With the success of movies like “Unbroken” and “American Sniper” in the past few months, it is clear that Americans love a good war story. For the veterans who came to participate in the College of William and Mary’s Veterans Writing Project Saturday, war stories are more than just a form of entertainment; they are an opportunity to express themselves and find relief.
Government and finance major Sam Pressler ’15 started the Veterans Writing Project at the College in December 2013.
Pressler said that both of his parents were born in areas with strong military presences, so he has always had an interest in the lives of veterans. When Pressler learned more about the statistics of war’s effects on veterans — especially the high rate of suicide among veterans — he decided to look for a way to help improve veterans’ lives.
“I approached it from a mental health perspective,” Pressler said.
When Pressler learned about the Veterans Writing Project, founded by Ron Capps and based in Washington, D.C., it seemed like a project that he could implement at the College to help the numerous veterans living near Williamsburg.
The William and Mary Veterans Writing Project has since expanded to include programs which give veterans the opportunity to express themselves through stand-up comedy and music, in addition to writing.
The writing group that meets at the College is the Hampton Roads Veterans Writing Group. The group hosts two sessions a month — one at the College and one at Old Dominion University — to attract veterans from both the Norfolk and Williamsburg areas.
While the Veterans Writing Project in D.C. focuses more on the instruction of writing, the College’s Writing Group “is more feedback based,” Pressler said.
Pressler is president of the William and Mary Center for Veterans Engagement. Alyssa Harrison ’17 and Yousif Al-Amin ’16 are co-chairs of the Writing Group and help run the sessions.
The session Saturday ran from 12 to 2 p.m. in Alan B. Miller Hall. The group split into one group of five and one group of six to allow each veteran to get ample feedback on their work. The session consisted of two 30-minute writing periods, each followed by a 30-minute period for sharing work and receive feedback.
The veterans are all given prompts to inspire their writing. The prompts Saturday asked the veterans to place themselves in the shoes of someone else in the military and write about the physical aspects of war. Pressler said the prompts are not always exclusively related to military and that they sometimes focus on civilian life.
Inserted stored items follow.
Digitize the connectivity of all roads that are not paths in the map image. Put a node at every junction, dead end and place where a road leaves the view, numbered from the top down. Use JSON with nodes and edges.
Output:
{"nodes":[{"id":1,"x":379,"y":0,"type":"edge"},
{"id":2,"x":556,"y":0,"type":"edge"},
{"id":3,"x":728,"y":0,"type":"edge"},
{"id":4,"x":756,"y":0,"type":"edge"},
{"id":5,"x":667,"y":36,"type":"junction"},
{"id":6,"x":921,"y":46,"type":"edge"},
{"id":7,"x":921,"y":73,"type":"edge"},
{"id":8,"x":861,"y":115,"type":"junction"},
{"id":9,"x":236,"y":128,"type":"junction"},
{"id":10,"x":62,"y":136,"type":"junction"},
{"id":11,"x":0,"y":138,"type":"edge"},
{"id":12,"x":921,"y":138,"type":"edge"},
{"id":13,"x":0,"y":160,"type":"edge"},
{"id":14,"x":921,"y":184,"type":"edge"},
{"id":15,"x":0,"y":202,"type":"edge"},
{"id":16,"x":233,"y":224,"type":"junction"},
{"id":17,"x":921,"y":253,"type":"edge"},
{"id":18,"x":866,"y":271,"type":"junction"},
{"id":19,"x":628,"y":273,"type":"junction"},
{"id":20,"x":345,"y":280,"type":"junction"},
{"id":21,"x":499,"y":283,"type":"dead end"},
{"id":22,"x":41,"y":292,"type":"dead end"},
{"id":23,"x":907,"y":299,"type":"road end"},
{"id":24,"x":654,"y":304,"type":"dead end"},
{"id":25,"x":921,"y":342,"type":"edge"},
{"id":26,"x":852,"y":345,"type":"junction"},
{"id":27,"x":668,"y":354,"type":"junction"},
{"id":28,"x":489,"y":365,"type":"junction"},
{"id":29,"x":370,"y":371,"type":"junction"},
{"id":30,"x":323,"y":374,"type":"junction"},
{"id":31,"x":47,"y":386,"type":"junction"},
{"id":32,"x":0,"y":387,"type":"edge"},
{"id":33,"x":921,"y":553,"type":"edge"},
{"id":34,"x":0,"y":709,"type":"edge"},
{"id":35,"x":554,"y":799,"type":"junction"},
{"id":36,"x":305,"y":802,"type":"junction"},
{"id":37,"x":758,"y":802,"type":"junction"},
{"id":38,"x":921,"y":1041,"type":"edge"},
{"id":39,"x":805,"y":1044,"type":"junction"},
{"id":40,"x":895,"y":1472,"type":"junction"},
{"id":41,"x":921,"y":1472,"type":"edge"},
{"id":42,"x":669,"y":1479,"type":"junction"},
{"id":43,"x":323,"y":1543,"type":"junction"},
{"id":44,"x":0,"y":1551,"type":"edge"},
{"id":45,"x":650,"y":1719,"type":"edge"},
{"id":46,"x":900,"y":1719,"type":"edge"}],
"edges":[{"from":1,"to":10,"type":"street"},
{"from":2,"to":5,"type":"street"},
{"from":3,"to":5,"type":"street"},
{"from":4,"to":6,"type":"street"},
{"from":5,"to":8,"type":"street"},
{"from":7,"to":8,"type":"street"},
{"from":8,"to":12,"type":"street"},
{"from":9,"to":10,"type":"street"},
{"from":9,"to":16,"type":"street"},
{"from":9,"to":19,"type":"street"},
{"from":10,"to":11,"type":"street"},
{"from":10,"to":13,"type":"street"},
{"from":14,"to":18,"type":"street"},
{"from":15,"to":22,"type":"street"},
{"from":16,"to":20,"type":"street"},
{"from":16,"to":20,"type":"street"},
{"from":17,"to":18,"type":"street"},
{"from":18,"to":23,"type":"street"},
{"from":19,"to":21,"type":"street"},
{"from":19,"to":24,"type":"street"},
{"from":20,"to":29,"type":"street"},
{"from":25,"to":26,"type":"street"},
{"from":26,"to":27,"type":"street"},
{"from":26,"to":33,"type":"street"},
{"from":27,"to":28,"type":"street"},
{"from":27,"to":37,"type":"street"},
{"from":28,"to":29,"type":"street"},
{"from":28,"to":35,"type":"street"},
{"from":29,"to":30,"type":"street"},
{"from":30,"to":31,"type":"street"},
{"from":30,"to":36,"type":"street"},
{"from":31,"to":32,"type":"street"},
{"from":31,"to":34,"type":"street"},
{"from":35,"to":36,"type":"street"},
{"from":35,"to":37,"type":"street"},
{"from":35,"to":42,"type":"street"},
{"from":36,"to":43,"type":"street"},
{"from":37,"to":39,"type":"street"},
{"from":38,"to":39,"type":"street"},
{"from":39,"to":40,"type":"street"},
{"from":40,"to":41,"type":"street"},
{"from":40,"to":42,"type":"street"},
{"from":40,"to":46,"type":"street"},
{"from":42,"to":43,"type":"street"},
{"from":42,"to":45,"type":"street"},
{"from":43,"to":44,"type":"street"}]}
The group’s main hope for the prompts is that they will inspire veterans to keep writing.
“These prompts become the beginning of larger works,” Pressler said. “By using them, it allows people to tell their stories, and then expand out.”
Once a veteran has shared his or her work, Pressler, Al-Amin and Harrison, as well as the other veterans, all offer feedback to the writer.
Todd Belt, a veteran who served for four years in the Navy and six in the Army, credits the sessions with giving him a fresh perspective on his writing.
“It’s an opportunity to get a new understanding and get your words heard by other people,” Belt said.
Belt began writing after his time in service and, while he prefers to write about civilian life, he finds his time at the sessions invaluable because of the connections he makes with other veterans.
“You build relationships in the military where you can’t build anywhere else,” Belt said. “You can relate in a way most other people couldn’t.”
Harrison credits her decision to volunteer with the project with a desire to connect with veterans. She comes from a military family and found she missed having a connection to the military when she came to the College.
“William and Mary was my first experience with civilian life,” Harrison said.
She said she has come to find the writing group as the most worthwhile activity she participates in.
“You really get to hear some amazing stories and meet some amazing people,” Harrison said.
The veterans at the session varied in age, gender and service. One writer served in World War II and a few just ended their service in the past year. The participants also varied in their level of writing experience. Some were published authors while others were completely new to writing.
Pressler said the writing project now has a blog where veterans’ work will be published, but it also tries to provide veterans with resources to publish their works in literary journals and other publications. The Veterans Writing Project in D.C. has their own magazine, “O-Dark-Thirty,” in which they will publish veterans’ work from all over the country.
Whether they are aiming to get published or simply want to make a connection, Harrison said that most veterans come to learn a certain message.
“It’s going to be okay at the end of the day,” she said.